The position of single-base deletions in the VNTR sequence of the carboxyl ester lipase (CEL) gene determines proteotoxicity.

Abstract Variable number of tandem repeat (VNTR) sequences in the genome can have functional consequences that contribute to human disease. This is the case for the CEL gene, which is specifically expressed in pancreatic acinar cells and encodes the digestive enzyme carboxyl ester lipase. Rare single-base deletions (DELs) within the first (DEL1) or fourth (DEL4) VNTR segment of CEL cause MODY8, an inherited disorder characterized by exocrine pancreatic dysfunction and diabetes. Studies on the DEL1 variant have suggested that MODY8 is initiated by CEL protein misfolding and aggregation.
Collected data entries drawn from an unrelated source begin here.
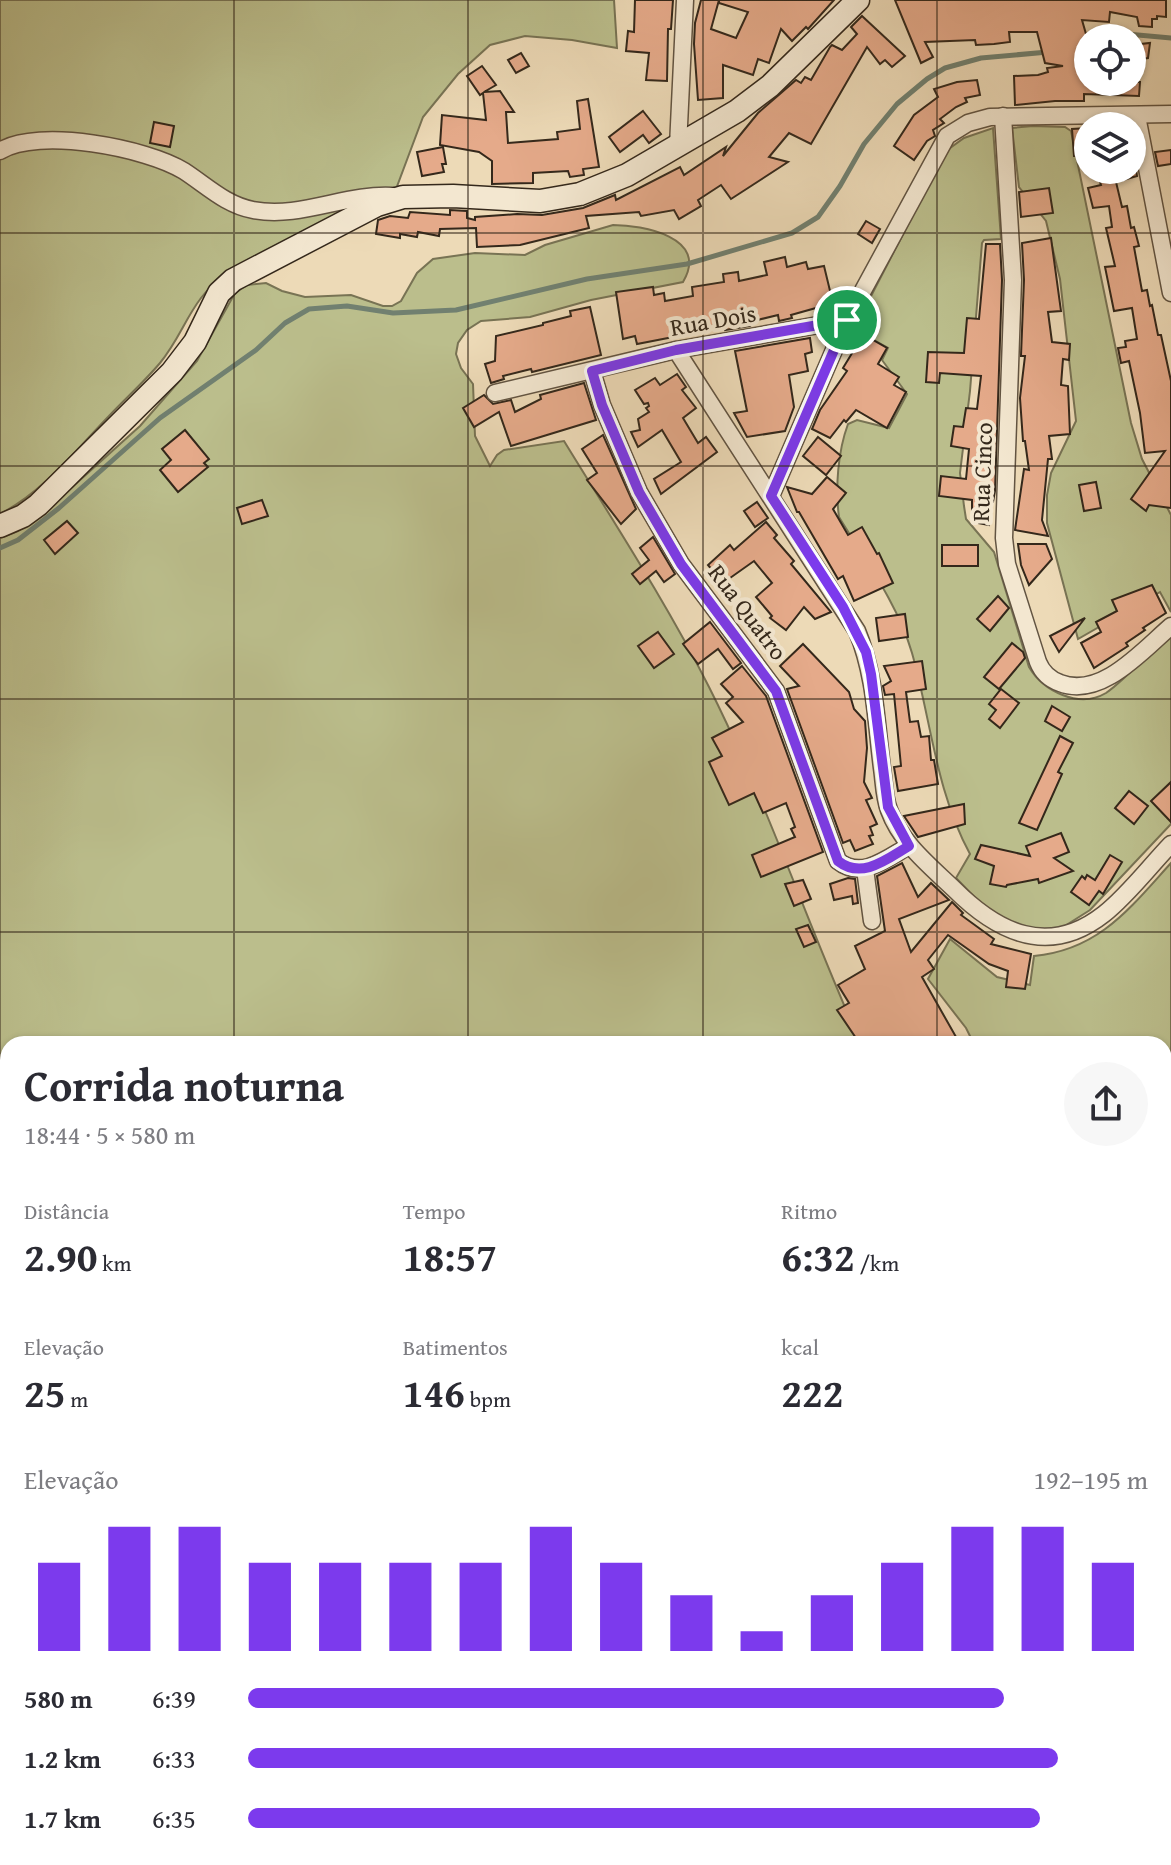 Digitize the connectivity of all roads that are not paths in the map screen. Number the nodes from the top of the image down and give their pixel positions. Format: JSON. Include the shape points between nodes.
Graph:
{"nodes":[{"id":1,"x":685,"y":0,"type":"edge"},
{"id":2,"x":858,"y":0,"type":"edge"},
{"id":3,"x":1171,"y":114,"type":"edge"},
{"id":4,"x":1146,"y":115,"type":"edge"},
{"id":5,"x":1003,"y":116,"type":"junction"},
{"id":6,"x":1074,"y":116,"type":"edge"},
{"id":7,"x":678,"y":146,"type":"junction"},
{"id":8,"x":0,"y":151,"type":"edge"},
{"id":9,"x":1146,"y":163,"type":"edge"},
{"id":10,"x":403,"y":197,"type":"junction"},
{"id":11,"x":1171,"y":293,"type":"edge"},
{"id":12,"x":847,"y":320,"type":"junction"},
{"id":13,"x":676,"y":350,"type":"junction"},
{"id":14,"x":592,"y":371,"type":"junction"},
{"id":15,"x":495,"y":393,"type":"dead end"},
{"id":16,"x":771,"y":496,"type":"junction"},
{"id":17,"x":0,"y":526,"type":"edge"},
{"id":18,"x":1171,"y":626,"type":"edge"},
{"id":19,"x":1171,"y":844,"type":"edge"},
{"id":20,"x":909,"y":846,"type":"junction"},
{"id":21,"x":865,"y":869,"type":"junction"},
{"id":22,"x":872,"y":921,"type":"dead end"}],
"edges":[{"from":1,"to":7,"type":"street"},
{"from":2,"to":7,"type":"street","via":[[770,86]]},
{"from":3,"to":4,"type":"street"},
{"from":5,"to":6,"type":"street"},
{"from":5,"to":12,"type":"street","via":[[968,123],[942,142]]},
{"from":5,"to":18,"type":"street","name":"Rua Cinco","via":[[1013,280],[1004,538],[1038,662],[1059,683],[1094,685]]},
{"from":7,"to":10,"type":"street","via":[[602,187],[558,198]]},
{"from":8,"to":10,"type":"street","via":[[47,139],[135,153],[183,171],[226,200],[262,211],[373,195]]},
{"from":9,"to":11,"type":"street"},
{"from":10,"to":17,"type":"street","via":[[377,205],[225,286],[172,372],[38,505]]},
{"from":12,"to":13,"type":"street","name":"Rua Dois"},
{"from":12,"to":16,"type":"street"},
{"from":13,"to":14,"type":"street","name":"Rua Dois"},
{"from":13,"to":16,"type":"street"},
{"from":14,"to":15,"type":"street","name":"Rua Dois"},
{"from":14,"to":21,"type":"street","name":"Rua Quatro","via":[[639,492],[681,564],[776,691],[838,861]]},
{"from":16,"to":20,"type":"street","via":[[866,652],[888,807]]},
{"from":19,"to":20,"type":"street","via":[[1105,914],[1073,931],[1041,937],[990,921]]},
{"from":20,"to":21,"type":"street"},
{"from":21,"to":22,"type":"street"}]} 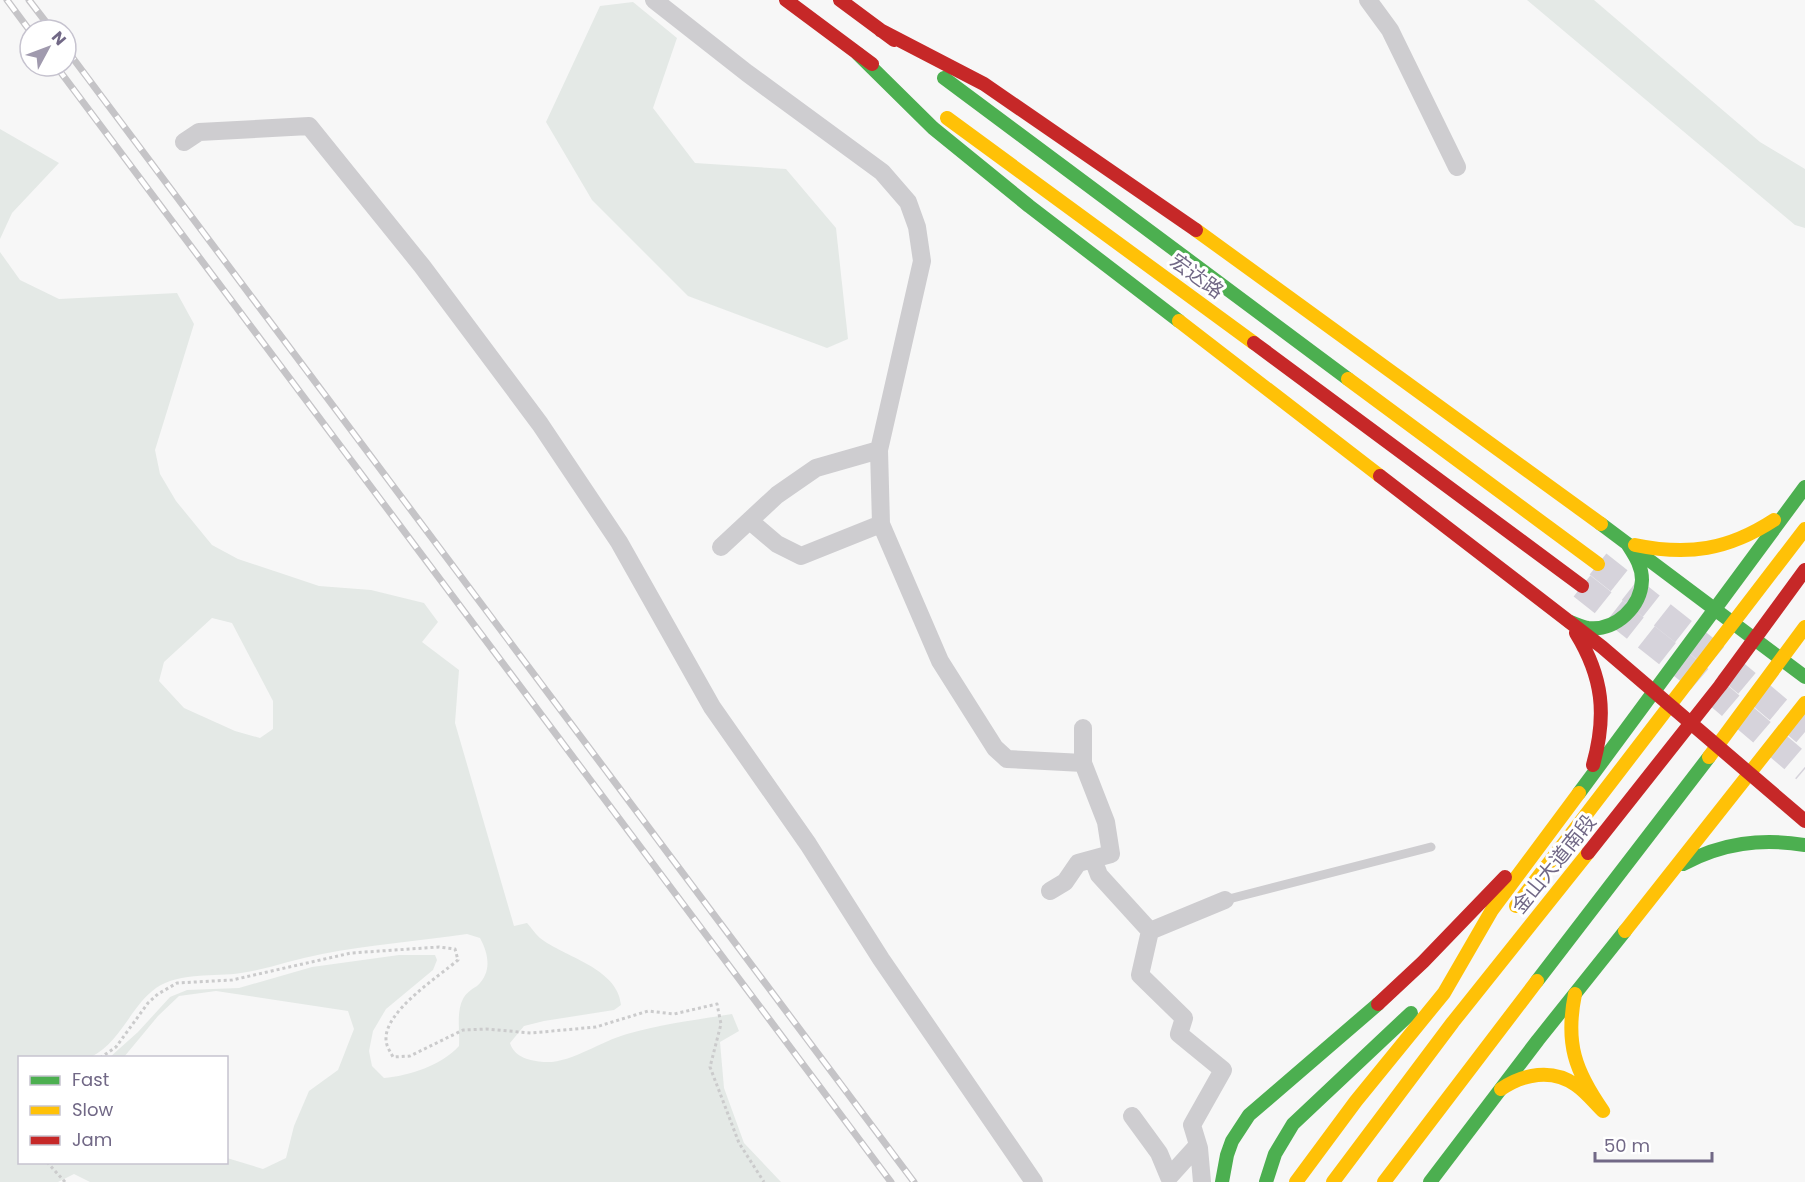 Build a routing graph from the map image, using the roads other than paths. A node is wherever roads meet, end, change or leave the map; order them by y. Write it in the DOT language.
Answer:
graph roads {
  1 [pos="654,0"];
  2 [pos="786,0"];
  3 [pos="840,0"];
  4 [pos="1368,0"];
  5 [pos="880,30"];
  6 [pos="858,54"];
  7 [pos="184,142"];
  8 [pos="1457,167"];
  9 [pos="879,450"];
  10 [pos="1801,493"];
  11 [pos="751,522"];
  12 [pos="881,524"];
  13 [pos="1805,529"];
  14 [pos="1626,542"];
  15 [pos="721,547"];
  16 [pos="1598,564"];
  17 [pos="1805,570"];
  18 [pos="1582,586"];
  19 [pos="1714,609"];
  20 [pos="1564,618"];
  21 [pos="1805,627"];
  22 [pos="1805,677"];
  23 [pos="1653,691"];
  24 [pos="1805,703"];
  25 [pos="1083,728"];
  26 [pos="1083,763"];
  27 [pos="1750,772"];
  28 [pos="1586,781"];
  29 [pos="1556,821"];
  30 [pos="1805,821"];
  31 [pos="1805,845"];
  32 [pos="1431,847"];
  33 [pos="1093,859"];
  34 [pos="1674,870"];
  35 [pos="1050,891"];
  36 [pos="1225,900"];
  37 [pos="1510,914"];
  38 [pos="1495,930"];
  39 [pos="1150,931"];
  40 [pos="1576,992"];
  41 [pos="1497,1092"];
  42 [pos="1132,1116"];
  43 [pos="1198,1145"];
  44 [pos="1034,1182"];
  45 [pos="1202,1182"];
  46 [pos="1222,1182"];
  47 [pos="1266,1182"];
  48 [pos="1296,1182"];
  49 [pos="1333,1182"];
  50 [pos="1384,1182"];
  51 [pos="1430,1182"];
  1 -- 9 [label="street"];
  2 -- 6 [label="main road, 宏达路"];
  3 -- 5 [label="main road, 宏达路"];
  4 -- 8 [label="street"];
  5 -- 14 [label="main road"];
  5 -- 16 [label="main road, 宏达路"];
  6 -- 18 [label="main road, 宏达路"];
  6 -- 20 [label="main road"];
  7 -- 44 [label="street"];
  9 -- 11 [label="street"];
  9 -- 12 [label="street"];
  10 -- 14 [label="main road"];
  10 -- 19 [label="main road"];
  11 -- 12 [label="street"];
  11 -- 15 [label="street"];
  12 -- 26 [label="street"];
  13 -- 37 [label="main road"];
  14 -- 19 [label="main road"];
  14 -- 20 [label="main road"];
  17 -- 49 [label="main road, 金山大道南段"];
  19 -- 22 [label="main road"];
  19 -- 23 [label="main road"];
  20 -- 23 [label="main road"];
  20 -- 28 [label="main road"];
  21 -- 50 [label="main road"];
  23 -- 27 [label="main road"];
  23 -- 28 [label="main road"];
  24 -- 27 [label="main road"];
  25 -- 26 [label="street"];
  26 -- 33 [label="street"];
  27 -- 30 [label="main road"];
  27 -- 34 [label="main road"];
  28 -- 29 [label="main road"];
  29 -- 46 [label="main road"];
  29 -- 48 [label="main road"];
  31 -- 34 [label="main road"];
  32 -- 36 [label="lane"];
  33 -- 35 [label="street"];
  33 -- 39 [label="street"];
  34 -- 40 [label="main road"];
  36 -- 39 [label="street"];
  38 -- 47 [label="main road"];
  39 -- 43 [label="street"];
  40 -- 41 [label="main road"];
  40 -- 41 [label="main road"];
  41 -- 51 [label="main road"];
  42 -- 43 [label="street"];
  43 -- 45 [label="street"];
} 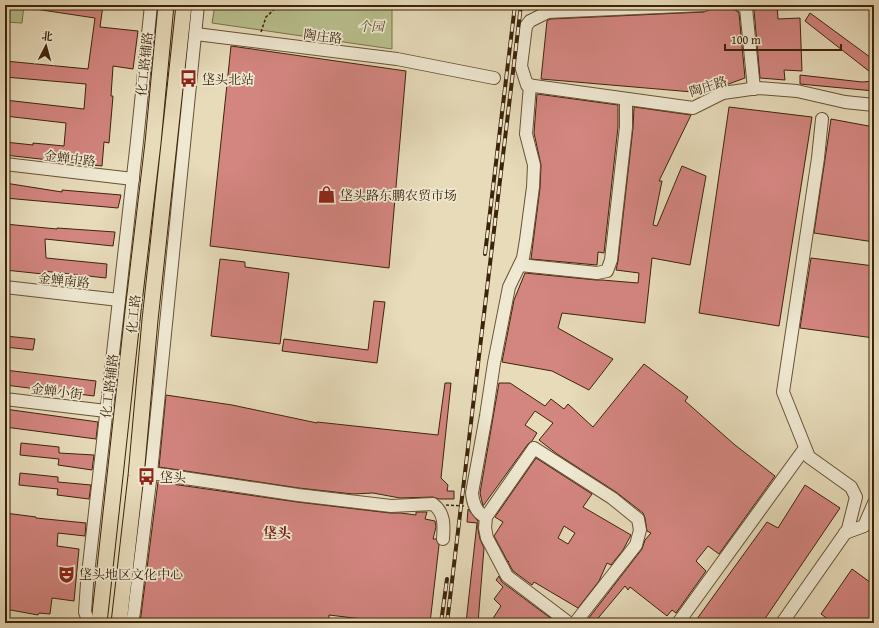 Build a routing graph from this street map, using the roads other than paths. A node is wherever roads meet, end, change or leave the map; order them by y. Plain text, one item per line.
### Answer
1 (150, 5) edge
2 (157, 5) edge
3 (166, 5) edge
4 (184, 5) edge
5 (190, 5) edge
6 (198, 5) edge
7 (704, 5) edge
8 (740, 5) edge
9 (547, 8) edge
10 (164, 24) junction
11 (196, 34) junction
12 (180, 46) junction
13 (494, 78) dead end
14 (528, 85) junction
15 (754, 89) junction
16 (626, 99) junction
17 (874, 105) edge
18 (822, 119) dead end
19 (137, 141) junction
20 (153, 143) junction
21 (168, 145) junction
22 (183, 148) junction
23 (5, 164) edge
24 (133, 179) junction
25 (172, 252) junction
26 (124, 259) junction
27 (520, 265) junction
28 (5, 287) edge
29 (119, 300) junction
30 (133, 311) junction
31 (150, 320) junction
32 (5, 399) edge
33 (106, 411) junction
34 (805, 448) junction
35 (151, 473) junction
36 (874, 503) edge
37 (481, 514) junction
38 (845, 533) junction
39 (443, 539) dead end
40 (89, 623) edge
41 (99, 623) edge
42 (119, 623) edge
43 (132, 623) edge
44 (569, 623) edge
45 (575, 623) edge
46 (678, 623) edge
47 (782, 623) edge

1 - 19 street, 化工路辅路
2 - 10 street, 化工路辅路
3 - 10 main road, 化工路
4 - 12 main road, 化工路
5 - 12 main road
6 - 11 street
7 - 9 street
8 - 15 street
9 - 14 street
10 - 20 main road, 化工路
11 - 13 street, 陶庄路
11 - 22 street
12 - 21 main road, 化工路
14 - 16 street, 陶庄路
14 - 27 street
15 - 16 street, 陶庄路
15 - 17 street, 陶庄路
16 - 27 street
18 - 34 street
19 - 20 street
19 - 24 street, 化工路辅路
20 - 21 street
20 - 30 main road, 化工路
21 - 22 street
21 - 31 main road, 化工路
22 - 25 street
23 - 24 street, 金蝉中路
24 - 26 street, 化工路辅路
25 - 31 street
25 - 35 street
26 - 29 street, 化工路辅路
26 - 30 street
27 - 37 street
28 - 29 street, 金蝉南路
29 - 33 street, 化工路辅路
30 - 41 main road, 化工路
31 - 42 main road, 化工路
32 - 33 street, 金蝉小街
33 - 40 street, 化工路辅路
34 - 38 street
34 - 46 street
35 - 39 street
35 - 43 street
36 - 38 street
37 - 44 street
37 - 45 street
38 - 47 street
However, it is unclear how the position of single-base deletions within the CEL VNTR affects pathogenic properties of the protein. Here, we investigated four naturally occurring CEL variants, arising from single-base deletions in different VNTR segments (DEL1, DEL4, DEL9, DEL13). When the four variants were expressed in human embryonic kidney 293 (HEK293) cells, only DEL1 and DEL4 led to significantly reduced secretion, increased intracellular aggregation and increased endoplasmic reticulum (ER) stress compared to normal CEL protein. The level of O-glycosylation was affected in all deletion variants. Moreover, all variants had enzymatic activity comparable to that of normal CEL. We conclude that the longest aberrant protein tails, resulting from single-base deletions in the proximal VNTR segments, have highest pathogenic potential, explaining why DEL1 and DEL4 but not DEL9 and DEL13 have been observed in MODY8 patients. These findings further support the view that CEL mutations cause pancreatic disease through protein misfolding and proteotoxicity, leading to ER stress and activation of the unfolded protein response.